23/10/2009
Ignoring the former Bosnian Serb leader's pleas, Hague officials say Karadzic's trial will begin next week, with or without him.
By Igor Jovanovic for Southeast European Times in Belgrade – 23/10/09
![]() Radovan Karadzic. [Getty Images] |
Radovan Karadzic has announced he will boycott his trial, which is scheduled to begin at The Hague on Monday (October 26th). He faces charges of genocide and war crimes committed during the conflict in Bosnia between 1992 and 1995.
The former Republika Srpska (RS) president claims he does not have enough time to prepare his defence, as he is representing himself in court.
"My decision to defend myself was not an easy one, and was not an expression of lack of confidence in attorneys, but belief that the actual situation is so complicated that it can be understood and presented only by someone who was involved in it from the first day to the last," Karadzic said.

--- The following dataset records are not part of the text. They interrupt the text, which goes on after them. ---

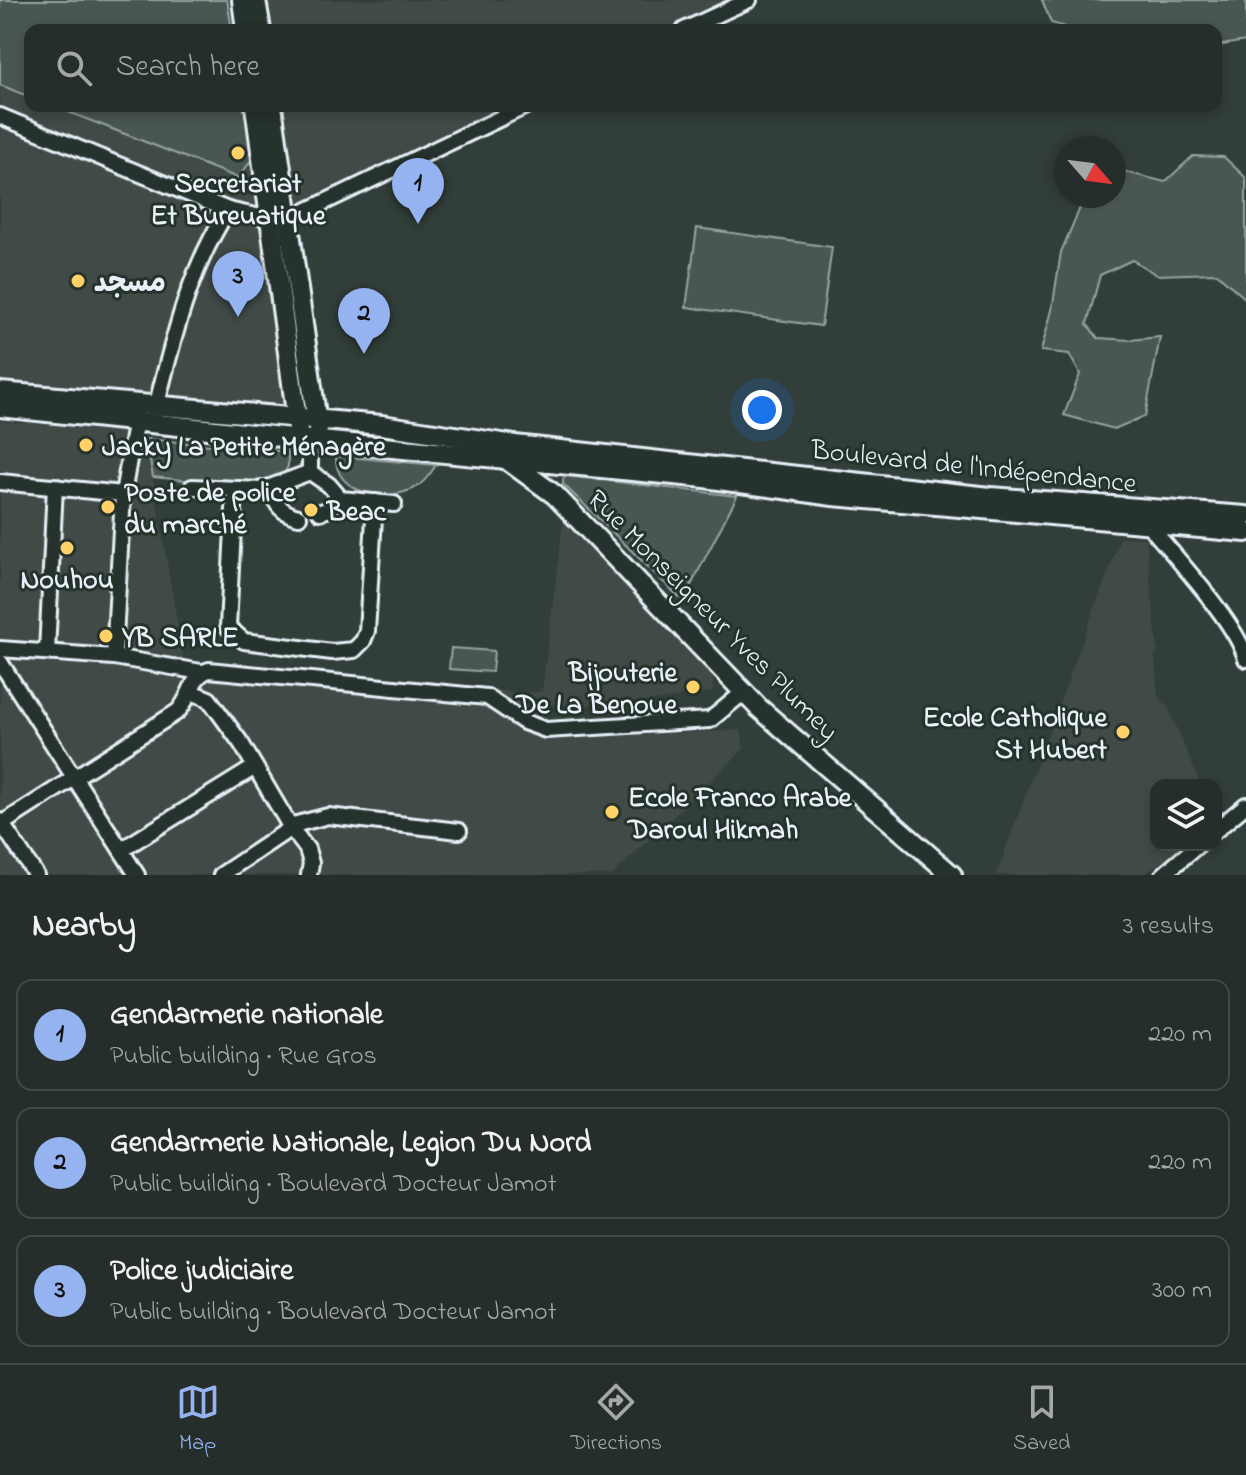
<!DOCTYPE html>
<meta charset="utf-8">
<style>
:root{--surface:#262e2b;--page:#323a37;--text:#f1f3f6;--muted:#a4a8a9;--line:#424a47;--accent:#95b2f1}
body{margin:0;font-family:"Indie Flower","Playpen Sans Arabic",sans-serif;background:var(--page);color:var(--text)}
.controls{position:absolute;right:24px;bottom:24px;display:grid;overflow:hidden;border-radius:16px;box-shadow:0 4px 12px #0003}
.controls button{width:72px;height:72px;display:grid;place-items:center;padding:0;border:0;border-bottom:2px solid var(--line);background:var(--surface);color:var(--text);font:40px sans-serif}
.compass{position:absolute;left:1054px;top:136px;width:72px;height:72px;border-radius:50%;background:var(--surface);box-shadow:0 4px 12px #0003;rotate:118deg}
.you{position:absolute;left:762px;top:410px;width:28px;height:28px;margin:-20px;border:6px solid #fff;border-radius:50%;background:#1a73e8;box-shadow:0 0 0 12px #1a73e833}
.badge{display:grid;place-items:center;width:52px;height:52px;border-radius:50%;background:var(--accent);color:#111;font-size:26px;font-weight:700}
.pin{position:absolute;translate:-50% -66px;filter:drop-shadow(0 2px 4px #0008)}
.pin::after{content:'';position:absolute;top:42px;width:28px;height:24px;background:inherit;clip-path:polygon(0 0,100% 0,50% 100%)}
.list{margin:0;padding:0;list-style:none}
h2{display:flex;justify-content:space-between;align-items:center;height:104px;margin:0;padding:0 32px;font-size:34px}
h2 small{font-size:26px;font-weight:400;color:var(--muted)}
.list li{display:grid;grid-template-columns:52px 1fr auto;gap:24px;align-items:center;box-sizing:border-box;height:112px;margin:0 16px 16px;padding:0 16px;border:2px solid var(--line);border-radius:16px}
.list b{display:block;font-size:30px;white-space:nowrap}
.list p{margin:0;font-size:26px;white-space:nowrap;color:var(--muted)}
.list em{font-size:26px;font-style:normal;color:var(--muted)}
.icon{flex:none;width:44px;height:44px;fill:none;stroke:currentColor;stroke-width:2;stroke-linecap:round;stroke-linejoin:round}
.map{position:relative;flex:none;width:1246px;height:875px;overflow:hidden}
.search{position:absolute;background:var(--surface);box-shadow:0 4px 12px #0003;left:24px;right:24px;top:24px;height:88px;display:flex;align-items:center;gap:20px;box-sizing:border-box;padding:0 28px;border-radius:16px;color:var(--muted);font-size:30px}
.sheet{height:488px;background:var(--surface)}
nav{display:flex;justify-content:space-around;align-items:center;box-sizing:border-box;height:112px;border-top:2px solid var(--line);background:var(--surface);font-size:22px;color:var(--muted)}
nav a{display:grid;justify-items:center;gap:4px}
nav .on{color:var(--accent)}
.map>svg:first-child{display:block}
</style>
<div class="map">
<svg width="1246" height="875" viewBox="0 0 1246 875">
<rect width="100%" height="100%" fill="#323e39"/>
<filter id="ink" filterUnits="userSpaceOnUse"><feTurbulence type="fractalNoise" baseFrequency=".0125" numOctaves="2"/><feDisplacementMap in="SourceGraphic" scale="16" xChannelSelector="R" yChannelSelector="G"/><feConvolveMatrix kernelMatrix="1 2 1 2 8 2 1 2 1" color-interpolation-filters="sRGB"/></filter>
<g filter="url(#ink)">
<g fill="#3f4b46">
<path d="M0 0H233L238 30H30V106H250L286 411 0 385Z"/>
<path d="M266 0H759L695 30H270Z"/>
<path d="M281 106H532L297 215Z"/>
<path d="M0 421 123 431 146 439 184 662 527 693 542 691 564 514 713 675V692L633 704 544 706 549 740 741 730 744 749 612 875H0Z"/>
<path d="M1121 537 1146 538 1158 653 1155 655 1158 696 1167 705 1201 785H1156V845H1185L1143 875H996Z"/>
</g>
<g fill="#495651" stroke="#98a4a4" stroke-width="2">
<path d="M0 0H227L232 30H30V97L0 85Z"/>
<path d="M1042 0H1246V41L1216 46V30H1076L1051 23Z"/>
<path d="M53 106H245L253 158 238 178Z"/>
<path d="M1193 156 1224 157 1246 178V299L1216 273 1157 275 1132 260 1100 275 1087 324 1098 338 1130 340 1160 337 1145 416 1114 429 1064 415 1080 374 1069 354 1041 351 1052 310 1061 252 1085 196H1114V169L1165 182Z"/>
<path d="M697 228 832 247 821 326 686 307Z"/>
<path d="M146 439 288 452V466L284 474C244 488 195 481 153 477Z"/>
<path d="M336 456 436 465C431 473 424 483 415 488 387 502 334 495 336 456Z"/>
<path d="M567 476 737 496 683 601 563 484V479Z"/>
<path d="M451 648 494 651 492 672 449 669Z"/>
</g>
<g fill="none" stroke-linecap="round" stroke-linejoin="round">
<defs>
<g id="minor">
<path d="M684 30 749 0"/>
<path d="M0 116 228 210 270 219 288 218 306 211 526 106"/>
<path d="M156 408C173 339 189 270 228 210"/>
<path d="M310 440V472L329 485 341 499 394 504"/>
<path d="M0 482 123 494"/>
<path d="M192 487 262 490 310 472"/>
<path d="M272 488C274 504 283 514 299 517"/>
<path d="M235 489 228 627 244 641 332 652 354 650 363 641 367 631 375 502"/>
<path d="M320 512 327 510 341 499"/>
<path d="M1148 524C1174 556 1237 623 1246 659"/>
<path d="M0 649 114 657 201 672"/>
<path d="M47 652 55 486"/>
<path d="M114 657 123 494 137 413"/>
<path d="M0 662 137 875"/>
<path d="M191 692 209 699 241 743 291 828 307 849 311 863 309 875"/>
<path d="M0 821 36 875"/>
<path d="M0 825 177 712C191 700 190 676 209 670L487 697 524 722 546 730 710 720 744 692"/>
<path d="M1216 830 1246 805"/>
<path d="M121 850 255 767"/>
<path d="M221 875 297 824 328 816 459 831"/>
<path d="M1163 875 1198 845"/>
</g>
<g id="major">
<path d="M242 0 246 30"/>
<path d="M256 0 261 30"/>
<path d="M255 106 298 428"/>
<path d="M272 106 318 429"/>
<path d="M0 392 382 425 515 445 990 497 1246 516"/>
<path d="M0 407 300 439 705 478 833 496 1246 532"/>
<path d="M507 460 555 495 759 708 952 875"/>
</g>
</defs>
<use href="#minor" stroke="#e8f1f8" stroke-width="20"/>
<use href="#major" stroke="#e8f1f8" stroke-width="24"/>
<use href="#minor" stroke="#26332d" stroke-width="14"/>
<use href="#major" stroke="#26332d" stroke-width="18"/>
</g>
</g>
<g fill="#ffd166" stroke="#26332d" stroke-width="3">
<circle cx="238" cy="153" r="8"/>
<circle cx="78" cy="281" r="8"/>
<circle cx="86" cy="445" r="8"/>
<circle cx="108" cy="507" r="8"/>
<circle cx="311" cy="510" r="8"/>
<circle cx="67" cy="548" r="8"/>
<circle cx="106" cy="636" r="8"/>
<circle cx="693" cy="687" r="8"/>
<circle cx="1123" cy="732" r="8"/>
<circle cx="612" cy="812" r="8"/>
</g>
<g text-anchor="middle" stroke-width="6" stroke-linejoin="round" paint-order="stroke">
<g font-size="28" font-weight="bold" fill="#e8f1f8" stroke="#26332d" text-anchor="start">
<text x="238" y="192" text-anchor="middle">Secretariat<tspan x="238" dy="32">Et Bureuatique</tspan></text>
<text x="94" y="291">مسجد</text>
<text x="102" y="455">Jacky La Petite Ménagère</text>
<text x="124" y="501">Poste de police<tspan x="124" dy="32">du marché</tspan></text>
<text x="327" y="520">Beac</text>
<text x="67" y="588" text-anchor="middle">Nouhou</text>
<text x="122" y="646">YB SARLE</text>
<text x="677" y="681" text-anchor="end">Bijouterie<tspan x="677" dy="32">De La Benoue</tspan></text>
<text x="1107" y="726" text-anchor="end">Ecole Catholique<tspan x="1107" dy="32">St Hubert</tspan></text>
<text x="628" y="806">Ecole Franco Arabe<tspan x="628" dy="32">Daroul Hikmah</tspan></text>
</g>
<g font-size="28" fill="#e8f1f8" stroke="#26332d">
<text transform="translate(974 465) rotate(6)" y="10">Boulevard de l'Indépendance</text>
<text transform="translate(714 614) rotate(45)" y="10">Rue Monseigneur Yves Plumey</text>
</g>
</g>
</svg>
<div class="controls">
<button><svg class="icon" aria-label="layers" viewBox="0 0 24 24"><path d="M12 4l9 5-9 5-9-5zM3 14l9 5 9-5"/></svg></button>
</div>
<svg class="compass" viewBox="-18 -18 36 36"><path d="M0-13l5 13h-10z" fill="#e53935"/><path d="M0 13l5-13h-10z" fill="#a4a8a9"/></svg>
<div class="you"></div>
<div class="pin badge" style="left:418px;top:224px">1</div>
<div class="pin badge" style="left:364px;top:354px">2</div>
<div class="pin badge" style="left:238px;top:317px">3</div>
<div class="search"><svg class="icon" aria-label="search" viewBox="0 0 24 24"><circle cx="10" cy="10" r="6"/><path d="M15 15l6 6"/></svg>Search here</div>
</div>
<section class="sheet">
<h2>Nearby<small>3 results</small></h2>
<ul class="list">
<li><span class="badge">1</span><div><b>Gendarmerie nationale</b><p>Public building · Rue Gros</p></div><em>220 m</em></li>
<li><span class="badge">2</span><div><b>Gendarmerie Nationale, Legion Du Nord</b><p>Public building · Boulevard Docteur Jamot</p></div><em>220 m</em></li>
<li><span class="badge">3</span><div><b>Police judiciaire</b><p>Public building · Boulevard Docteur Jamot</p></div><em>300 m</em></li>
</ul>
</section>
<nav>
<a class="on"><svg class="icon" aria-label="map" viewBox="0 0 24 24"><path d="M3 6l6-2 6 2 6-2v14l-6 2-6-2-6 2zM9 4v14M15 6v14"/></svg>Map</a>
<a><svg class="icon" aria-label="directions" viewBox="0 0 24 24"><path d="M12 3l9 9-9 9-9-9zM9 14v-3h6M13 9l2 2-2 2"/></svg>Directions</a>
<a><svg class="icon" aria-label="saved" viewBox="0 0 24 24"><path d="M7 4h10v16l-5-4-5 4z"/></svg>Saved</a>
</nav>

In a letter to the tribunal judges, Karadzic took a defiant tone. "My participation in the process in such obvious circumstances would be my only crime, for which I would deserve the contempt of all victims of war and the damnation of future generations," Karadzic said.
The defendant said he might be ready for trial in May or June of next year, but the tribunal dismissed that claim, and announced the trial would start even without the presence of the defendant. "The Hearings Chamber is the only body relevant for deciding whether the case is ready for trial," tribunal spokeswoman Nerma Jelacic said.
Karadzic has been trying to prove that he cannot be tried because of an alleged agreement he made with former US envoy Richard Holbrooke. The tribunal dismissed those arguments.
On Wednesday (October 21st), the tribunal also turned down Karadzic’s request for the exclusion of Judge Melville Baird of Trinidad and Tobago.
The war crimes suspect was first indicted by the tribunal in 1995. Under pressure from the international community, and at the insistence of then Yugoslav President Slobodan Milosevic, Karadzic transferred his RS presidential authority to then Vice President Biljana Plavsic, and withdrew from the public eye.
He hid successfully until last year, when he was arrested in Belgrade. He had been living in the Serbian capital for several years, masked by long hair, a beard and the alias Dragan Dabic, an alternative medicine practitioner. He had also worked at a private clinic in Belgrade, moved freely around the city and even participated in panel discussions on alternative treatment methods.